We talked about the “designated” matters which are excluded from the scope of civil legal services above. Within the designated matters there are some exemptions for which we can provide legal aid. These are:

Defamation: Section 28(9)(b)

If the applicant is granted legal aid for a matter other than defamation, legal aid will not be stopped if the other party counter-sues them and includes defamation in their claim.
There is also an exemption where the applicant is resident in another EU jurisdiction (except Denmark) and they are applying for legal aid under Council Directive 2003/8/EC (see è Part 4 for details).

Disputes concerning rights and interests over land: Section 28(9)(c) (i)-(iii)

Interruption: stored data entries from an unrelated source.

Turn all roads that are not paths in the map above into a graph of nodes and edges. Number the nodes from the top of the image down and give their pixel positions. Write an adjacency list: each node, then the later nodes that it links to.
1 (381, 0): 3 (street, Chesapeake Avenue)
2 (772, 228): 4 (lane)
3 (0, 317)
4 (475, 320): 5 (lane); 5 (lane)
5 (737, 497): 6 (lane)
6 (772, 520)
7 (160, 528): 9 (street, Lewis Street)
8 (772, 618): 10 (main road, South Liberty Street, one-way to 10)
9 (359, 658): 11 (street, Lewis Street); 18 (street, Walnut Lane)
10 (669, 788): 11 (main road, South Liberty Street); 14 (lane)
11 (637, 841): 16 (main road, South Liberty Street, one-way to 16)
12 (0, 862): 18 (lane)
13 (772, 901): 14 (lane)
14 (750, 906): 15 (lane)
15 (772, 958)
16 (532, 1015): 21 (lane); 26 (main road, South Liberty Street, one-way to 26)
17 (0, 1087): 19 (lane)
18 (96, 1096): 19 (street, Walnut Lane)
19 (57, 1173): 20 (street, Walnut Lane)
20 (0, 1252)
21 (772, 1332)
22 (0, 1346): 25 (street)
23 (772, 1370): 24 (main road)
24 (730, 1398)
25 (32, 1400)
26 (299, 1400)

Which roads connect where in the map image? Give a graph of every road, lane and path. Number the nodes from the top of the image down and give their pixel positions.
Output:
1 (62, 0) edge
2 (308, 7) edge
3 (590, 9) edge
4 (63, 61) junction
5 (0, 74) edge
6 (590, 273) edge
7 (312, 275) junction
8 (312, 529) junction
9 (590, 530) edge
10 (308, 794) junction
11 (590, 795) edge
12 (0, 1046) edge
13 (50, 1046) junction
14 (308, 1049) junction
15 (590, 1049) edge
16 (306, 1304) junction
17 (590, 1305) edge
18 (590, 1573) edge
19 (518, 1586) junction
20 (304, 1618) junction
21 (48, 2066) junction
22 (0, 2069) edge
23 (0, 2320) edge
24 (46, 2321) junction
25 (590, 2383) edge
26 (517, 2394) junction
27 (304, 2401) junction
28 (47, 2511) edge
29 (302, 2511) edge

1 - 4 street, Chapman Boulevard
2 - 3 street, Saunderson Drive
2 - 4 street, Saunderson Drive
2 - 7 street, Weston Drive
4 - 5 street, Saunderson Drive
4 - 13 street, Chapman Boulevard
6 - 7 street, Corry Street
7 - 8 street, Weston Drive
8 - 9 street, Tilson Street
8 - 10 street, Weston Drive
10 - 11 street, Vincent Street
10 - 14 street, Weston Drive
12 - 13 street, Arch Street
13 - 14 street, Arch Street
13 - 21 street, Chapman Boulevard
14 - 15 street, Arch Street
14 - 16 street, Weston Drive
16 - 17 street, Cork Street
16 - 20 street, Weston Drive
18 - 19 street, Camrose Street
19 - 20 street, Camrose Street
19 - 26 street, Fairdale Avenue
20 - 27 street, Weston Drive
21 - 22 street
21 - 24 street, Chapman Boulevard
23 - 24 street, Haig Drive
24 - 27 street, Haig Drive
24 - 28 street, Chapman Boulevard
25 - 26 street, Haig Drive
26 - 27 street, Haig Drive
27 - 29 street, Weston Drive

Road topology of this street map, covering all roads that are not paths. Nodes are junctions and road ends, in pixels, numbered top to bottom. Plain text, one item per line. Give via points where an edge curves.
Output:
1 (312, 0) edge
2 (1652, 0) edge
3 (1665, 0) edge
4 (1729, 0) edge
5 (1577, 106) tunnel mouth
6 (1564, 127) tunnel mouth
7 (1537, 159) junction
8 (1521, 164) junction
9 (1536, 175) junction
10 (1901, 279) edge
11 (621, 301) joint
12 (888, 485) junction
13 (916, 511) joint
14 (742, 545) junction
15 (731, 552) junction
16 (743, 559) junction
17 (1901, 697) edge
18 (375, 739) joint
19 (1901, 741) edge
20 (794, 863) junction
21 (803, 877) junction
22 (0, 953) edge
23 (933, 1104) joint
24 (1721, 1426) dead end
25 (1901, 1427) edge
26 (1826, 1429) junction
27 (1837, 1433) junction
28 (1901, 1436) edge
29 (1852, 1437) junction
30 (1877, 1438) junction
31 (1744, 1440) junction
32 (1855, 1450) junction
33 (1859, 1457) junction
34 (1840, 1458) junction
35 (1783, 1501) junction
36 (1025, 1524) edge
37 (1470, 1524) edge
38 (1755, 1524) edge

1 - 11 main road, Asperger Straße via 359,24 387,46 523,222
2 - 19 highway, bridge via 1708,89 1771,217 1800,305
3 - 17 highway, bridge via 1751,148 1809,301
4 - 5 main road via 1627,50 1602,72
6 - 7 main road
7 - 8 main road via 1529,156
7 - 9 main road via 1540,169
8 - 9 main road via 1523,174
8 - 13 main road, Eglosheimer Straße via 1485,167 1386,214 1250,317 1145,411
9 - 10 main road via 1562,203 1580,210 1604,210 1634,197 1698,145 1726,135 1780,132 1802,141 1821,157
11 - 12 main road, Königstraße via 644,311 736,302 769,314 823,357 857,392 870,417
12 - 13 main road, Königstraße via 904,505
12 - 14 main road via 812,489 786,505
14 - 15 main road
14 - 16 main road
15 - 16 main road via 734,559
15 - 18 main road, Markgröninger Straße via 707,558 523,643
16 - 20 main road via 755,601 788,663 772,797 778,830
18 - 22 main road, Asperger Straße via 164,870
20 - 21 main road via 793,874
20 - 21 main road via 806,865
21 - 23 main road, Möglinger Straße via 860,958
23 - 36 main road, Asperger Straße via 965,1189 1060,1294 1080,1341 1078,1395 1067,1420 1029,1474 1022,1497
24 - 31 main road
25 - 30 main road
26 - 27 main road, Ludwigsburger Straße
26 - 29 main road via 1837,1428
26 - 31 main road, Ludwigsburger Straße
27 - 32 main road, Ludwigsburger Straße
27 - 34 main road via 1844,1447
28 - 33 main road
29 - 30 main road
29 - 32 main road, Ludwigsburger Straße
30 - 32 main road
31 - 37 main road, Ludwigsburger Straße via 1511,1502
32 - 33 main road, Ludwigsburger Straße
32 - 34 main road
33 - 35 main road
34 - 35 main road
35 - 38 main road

The following types of disputes concerning rights and interest over land are within the scope of civil legal aid, as an exemption to the general exclusion:

Proceedings under the following legislation:

  • Landlord and Tenant Acts 1967 to 1994 (in so far as they relate to residential property),
    • the Residential Tenancies Act 2004
    • the Married Women's Status Act 1957,
    • the Family Home Protection Act 1976 ,
    • the Family Law Act 1981 ,
  • Disputes between married couples as to the title to or possession of any property;
  • Disputes over a property:
    • between engaged couples or cohabiting couples; or
    • between formerly engaged couples or cohabiting couples, who were co-owners of the property concerned while they were engaged or cohabiting.
  • Disputes over the applicant’s home, but only if the Board considers that one or more of the following apply:
    • The applicant suffers from an infirmity of mind or body due to old age or to other circumstances, or
    • may have been subjected to duress, undue influence or fraud in the matter,

and in either case that a refusal to grant legal aid would cause hardship to the applicant.

Representative applications: Section 28(9)(c)(iv)

in connection with the preparation of an assent, if the Board is satisfied that the assent relates to the applicant's home and where—

  • (I) a grant of representation has been taken out on behalf of the applicant, or
  • (II) the applicant had taken out a personal grant of representation,

and that a refusal to grant legal aid would cause hardship to the applicant;

Licencing: Section 28(9)(c)(v)

If the granting of the licence would cause hardship to the applicant.

Conveyancing: Section 28(9)(c)(vi)

If it was connected with a previous case for which legal aid or advice was granted. For example, in divorce and judicial separation proceedings, a judge may make an order requiring the family home to be transferred into the sole name of one of the parties. If (s)he makes such an order, we can act on behalf of the legally aided party for the purposes of that transaction.             

Inquests: Section 28(9)(c) (vii) 

If a request is made by a coroner on behalf of a family member of the deceased in certain inquests (see Part 4 for further details)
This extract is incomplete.